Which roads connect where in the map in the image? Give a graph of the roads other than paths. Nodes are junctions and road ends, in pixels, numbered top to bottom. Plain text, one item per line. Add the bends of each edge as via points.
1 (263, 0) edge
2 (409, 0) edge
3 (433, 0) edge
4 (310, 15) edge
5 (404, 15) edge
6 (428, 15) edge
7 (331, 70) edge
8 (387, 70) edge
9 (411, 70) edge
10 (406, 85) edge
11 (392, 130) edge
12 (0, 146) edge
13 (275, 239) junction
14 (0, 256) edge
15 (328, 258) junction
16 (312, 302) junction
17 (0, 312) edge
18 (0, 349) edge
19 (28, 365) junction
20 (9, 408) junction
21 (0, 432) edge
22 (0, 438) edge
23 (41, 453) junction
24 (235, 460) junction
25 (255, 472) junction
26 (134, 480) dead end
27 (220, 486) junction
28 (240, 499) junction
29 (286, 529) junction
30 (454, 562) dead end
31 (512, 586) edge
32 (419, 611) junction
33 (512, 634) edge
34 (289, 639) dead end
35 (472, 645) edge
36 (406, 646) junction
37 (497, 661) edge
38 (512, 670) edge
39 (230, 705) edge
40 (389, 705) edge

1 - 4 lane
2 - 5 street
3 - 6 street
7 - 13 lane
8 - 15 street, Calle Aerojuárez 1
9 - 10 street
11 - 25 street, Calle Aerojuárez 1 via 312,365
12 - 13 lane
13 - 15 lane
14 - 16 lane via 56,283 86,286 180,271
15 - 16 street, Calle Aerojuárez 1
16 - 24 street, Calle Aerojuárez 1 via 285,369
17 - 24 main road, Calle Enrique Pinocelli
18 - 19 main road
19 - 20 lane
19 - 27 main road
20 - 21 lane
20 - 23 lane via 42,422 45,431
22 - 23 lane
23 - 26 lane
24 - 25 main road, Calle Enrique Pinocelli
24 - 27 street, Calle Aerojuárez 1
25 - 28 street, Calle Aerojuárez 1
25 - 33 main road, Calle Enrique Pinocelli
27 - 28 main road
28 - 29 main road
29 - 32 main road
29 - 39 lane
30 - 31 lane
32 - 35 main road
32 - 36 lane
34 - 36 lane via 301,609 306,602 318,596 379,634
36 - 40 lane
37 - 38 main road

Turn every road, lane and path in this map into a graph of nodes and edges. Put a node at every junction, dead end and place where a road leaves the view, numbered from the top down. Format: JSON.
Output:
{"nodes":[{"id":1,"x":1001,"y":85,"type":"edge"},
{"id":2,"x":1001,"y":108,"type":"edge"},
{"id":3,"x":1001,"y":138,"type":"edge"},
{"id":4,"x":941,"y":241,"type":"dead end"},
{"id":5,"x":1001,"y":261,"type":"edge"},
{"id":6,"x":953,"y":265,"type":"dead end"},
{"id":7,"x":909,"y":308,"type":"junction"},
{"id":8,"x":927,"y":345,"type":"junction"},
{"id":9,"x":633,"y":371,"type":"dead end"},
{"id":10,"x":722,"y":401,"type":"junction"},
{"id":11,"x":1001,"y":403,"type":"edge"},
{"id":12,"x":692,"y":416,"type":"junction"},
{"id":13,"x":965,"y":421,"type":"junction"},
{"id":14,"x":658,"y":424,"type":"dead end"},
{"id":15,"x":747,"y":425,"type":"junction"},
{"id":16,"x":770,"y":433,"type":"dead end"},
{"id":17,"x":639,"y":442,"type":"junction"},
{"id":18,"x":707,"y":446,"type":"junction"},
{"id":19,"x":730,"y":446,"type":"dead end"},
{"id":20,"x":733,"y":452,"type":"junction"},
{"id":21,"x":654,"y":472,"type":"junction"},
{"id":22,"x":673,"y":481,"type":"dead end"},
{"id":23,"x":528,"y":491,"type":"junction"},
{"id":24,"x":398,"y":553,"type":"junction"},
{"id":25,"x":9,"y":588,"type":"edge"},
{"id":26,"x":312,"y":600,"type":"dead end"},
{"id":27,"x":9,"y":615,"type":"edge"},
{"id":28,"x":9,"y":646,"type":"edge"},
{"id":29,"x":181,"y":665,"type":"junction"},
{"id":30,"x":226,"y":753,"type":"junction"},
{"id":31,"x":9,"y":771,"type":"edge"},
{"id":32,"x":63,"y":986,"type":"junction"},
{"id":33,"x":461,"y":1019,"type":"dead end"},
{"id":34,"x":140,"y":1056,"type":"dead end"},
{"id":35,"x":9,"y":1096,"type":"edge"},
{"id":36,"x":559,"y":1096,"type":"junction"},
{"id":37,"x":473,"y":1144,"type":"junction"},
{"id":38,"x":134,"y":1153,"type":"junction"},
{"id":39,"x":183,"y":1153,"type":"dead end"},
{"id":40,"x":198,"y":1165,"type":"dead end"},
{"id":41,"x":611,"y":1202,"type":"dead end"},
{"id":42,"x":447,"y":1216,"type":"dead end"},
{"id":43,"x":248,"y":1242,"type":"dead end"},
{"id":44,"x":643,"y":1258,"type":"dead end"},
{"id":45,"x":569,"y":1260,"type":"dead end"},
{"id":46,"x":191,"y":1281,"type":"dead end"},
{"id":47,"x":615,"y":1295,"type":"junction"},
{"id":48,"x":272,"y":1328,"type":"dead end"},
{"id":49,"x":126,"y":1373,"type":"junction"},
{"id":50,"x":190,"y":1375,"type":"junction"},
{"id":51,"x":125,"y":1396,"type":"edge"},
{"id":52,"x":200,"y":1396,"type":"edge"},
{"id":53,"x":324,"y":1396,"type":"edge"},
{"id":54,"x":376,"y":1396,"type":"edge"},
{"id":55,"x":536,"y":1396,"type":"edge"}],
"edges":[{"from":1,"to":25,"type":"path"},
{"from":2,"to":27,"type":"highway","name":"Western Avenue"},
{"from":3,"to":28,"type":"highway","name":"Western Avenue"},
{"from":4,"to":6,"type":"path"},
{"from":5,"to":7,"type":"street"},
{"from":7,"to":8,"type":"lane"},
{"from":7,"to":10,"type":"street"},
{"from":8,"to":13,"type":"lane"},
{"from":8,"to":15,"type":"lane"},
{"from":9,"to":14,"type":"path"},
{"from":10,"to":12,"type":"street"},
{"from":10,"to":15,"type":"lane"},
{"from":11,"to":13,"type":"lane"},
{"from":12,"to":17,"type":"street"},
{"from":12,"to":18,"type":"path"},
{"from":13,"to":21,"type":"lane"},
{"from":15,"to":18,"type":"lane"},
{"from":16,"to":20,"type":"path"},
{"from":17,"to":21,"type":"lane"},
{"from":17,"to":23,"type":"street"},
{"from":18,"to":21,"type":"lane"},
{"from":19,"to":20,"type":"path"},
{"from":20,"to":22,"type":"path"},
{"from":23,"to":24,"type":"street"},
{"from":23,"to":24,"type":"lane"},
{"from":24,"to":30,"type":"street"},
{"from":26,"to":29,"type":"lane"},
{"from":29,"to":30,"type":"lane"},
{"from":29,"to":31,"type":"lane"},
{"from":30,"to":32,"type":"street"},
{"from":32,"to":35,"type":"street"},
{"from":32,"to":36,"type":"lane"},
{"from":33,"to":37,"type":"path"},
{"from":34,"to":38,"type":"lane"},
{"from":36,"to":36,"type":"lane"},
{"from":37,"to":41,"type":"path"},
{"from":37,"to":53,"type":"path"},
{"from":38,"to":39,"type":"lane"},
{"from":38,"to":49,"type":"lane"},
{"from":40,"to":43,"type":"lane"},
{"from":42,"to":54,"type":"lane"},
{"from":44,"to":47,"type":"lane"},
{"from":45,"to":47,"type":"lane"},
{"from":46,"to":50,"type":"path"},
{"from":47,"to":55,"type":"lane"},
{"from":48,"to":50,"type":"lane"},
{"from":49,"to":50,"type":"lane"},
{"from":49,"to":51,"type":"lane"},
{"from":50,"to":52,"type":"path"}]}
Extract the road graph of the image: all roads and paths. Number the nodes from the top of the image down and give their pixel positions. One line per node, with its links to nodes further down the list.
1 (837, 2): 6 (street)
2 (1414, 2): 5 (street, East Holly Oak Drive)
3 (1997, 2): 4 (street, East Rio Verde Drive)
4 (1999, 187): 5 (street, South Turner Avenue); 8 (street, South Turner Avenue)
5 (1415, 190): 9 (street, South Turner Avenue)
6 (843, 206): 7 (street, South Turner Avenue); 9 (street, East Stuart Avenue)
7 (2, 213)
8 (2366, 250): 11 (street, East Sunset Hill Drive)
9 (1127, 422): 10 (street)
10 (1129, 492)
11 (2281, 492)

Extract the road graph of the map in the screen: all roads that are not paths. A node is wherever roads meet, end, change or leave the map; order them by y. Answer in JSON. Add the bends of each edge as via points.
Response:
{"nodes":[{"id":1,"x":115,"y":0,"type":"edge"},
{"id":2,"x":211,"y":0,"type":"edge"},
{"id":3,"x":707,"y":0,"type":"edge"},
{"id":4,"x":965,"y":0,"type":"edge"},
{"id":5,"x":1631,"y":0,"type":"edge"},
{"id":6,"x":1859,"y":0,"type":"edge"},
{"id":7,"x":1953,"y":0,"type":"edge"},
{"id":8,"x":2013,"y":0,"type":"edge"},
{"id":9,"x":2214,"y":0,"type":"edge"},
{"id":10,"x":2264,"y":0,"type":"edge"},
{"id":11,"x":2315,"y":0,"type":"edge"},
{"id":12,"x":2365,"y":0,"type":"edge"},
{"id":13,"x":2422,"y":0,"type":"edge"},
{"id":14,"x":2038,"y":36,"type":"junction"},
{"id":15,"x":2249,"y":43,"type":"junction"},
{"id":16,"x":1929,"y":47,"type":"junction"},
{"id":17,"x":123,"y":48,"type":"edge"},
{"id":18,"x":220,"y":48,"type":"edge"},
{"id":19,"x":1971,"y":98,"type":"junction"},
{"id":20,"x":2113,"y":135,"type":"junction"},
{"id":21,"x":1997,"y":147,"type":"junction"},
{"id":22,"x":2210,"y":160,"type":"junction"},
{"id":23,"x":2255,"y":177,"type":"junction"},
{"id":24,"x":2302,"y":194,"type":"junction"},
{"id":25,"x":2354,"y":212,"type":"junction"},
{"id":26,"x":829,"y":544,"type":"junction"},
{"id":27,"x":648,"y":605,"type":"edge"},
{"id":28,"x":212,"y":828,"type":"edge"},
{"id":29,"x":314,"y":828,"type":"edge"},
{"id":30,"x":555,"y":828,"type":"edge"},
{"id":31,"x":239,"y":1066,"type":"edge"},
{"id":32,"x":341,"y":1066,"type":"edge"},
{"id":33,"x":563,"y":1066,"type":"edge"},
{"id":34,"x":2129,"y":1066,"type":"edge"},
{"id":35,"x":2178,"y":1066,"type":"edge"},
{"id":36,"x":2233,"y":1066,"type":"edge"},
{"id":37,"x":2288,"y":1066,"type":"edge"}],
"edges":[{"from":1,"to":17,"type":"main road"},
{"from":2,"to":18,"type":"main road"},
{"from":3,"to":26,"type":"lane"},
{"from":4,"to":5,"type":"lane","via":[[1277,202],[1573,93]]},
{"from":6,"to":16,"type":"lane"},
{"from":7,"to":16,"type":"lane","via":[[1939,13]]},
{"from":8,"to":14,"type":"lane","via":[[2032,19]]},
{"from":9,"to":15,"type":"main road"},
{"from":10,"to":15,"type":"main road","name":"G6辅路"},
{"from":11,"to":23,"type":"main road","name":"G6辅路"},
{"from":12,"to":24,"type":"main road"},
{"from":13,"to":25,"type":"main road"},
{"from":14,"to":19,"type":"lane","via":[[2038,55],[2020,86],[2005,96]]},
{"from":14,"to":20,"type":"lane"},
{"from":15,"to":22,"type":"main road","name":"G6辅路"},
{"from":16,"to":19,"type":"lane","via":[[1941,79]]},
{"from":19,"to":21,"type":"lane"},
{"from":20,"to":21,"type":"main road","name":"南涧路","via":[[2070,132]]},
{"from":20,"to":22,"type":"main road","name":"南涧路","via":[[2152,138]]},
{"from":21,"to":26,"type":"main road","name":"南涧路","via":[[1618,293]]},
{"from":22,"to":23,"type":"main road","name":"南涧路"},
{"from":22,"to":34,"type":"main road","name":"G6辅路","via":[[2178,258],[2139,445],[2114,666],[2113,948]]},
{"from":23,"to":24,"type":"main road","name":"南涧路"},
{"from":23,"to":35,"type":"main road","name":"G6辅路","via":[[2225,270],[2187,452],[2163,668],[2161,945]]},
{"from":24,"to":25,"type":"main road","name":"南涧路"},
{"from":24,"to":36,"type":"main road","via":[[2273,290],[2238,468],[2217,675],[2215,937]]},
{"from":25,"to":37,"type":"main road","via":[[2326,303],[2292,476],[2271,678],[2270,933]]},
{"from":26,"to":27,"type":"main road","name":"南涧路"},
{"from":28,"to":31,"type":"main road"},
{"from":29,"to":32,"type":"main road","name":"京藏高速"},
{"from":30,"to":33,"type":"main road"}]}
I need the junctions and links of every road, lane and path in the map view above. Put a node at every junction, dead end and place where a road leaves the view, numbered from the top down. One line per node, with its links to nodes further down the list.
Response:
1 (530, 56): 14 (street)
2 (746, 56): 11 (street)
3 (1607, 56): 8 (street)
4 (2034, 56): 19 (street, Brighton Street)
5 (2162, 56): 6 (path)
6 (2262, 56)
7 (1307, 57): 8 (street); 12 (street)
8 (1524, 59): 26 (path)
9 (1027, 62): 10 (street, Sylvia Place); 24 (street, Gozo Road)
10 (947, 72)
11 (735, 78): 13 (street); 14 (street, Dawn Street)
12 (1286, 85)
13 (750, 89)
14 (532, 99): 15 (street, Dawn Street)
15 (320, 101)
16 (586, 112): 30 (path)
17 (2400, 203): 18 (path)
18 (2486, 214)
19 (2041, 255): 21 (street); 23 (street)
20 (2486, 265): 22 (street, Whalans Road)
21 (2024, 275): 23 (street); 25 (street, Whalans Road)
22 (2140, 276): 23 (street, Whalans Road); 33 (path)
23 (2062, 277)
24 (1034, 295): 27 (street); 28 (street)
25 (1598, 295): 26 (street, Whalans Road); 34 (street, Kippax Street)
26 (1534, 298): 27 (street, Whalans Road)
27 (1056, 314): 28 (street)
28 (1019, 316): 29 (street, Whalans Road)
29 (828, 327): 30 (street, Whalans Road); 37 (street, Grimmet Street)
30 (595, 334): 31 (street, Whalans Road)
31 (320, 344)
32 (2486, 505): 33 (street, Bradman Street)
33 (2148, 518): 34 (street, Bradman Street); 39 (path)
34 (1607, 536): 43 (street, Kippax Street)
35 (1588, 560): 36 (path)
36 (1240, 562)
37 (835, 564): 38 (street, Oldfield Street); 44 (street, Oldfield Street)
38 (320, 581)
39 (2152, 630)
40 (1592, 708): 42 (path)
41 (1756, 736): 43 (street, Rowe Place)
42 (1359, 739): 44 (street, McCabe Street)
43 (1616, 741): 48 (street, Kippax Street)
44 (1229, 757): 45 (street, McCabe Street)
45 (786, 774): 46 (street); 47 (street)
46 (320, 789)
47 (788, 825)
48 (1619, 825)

----

Work required – If a line of the entries contains the string "Aerojuárez", it counts; report how many such lines there are, as a bare number.

Task solution – 6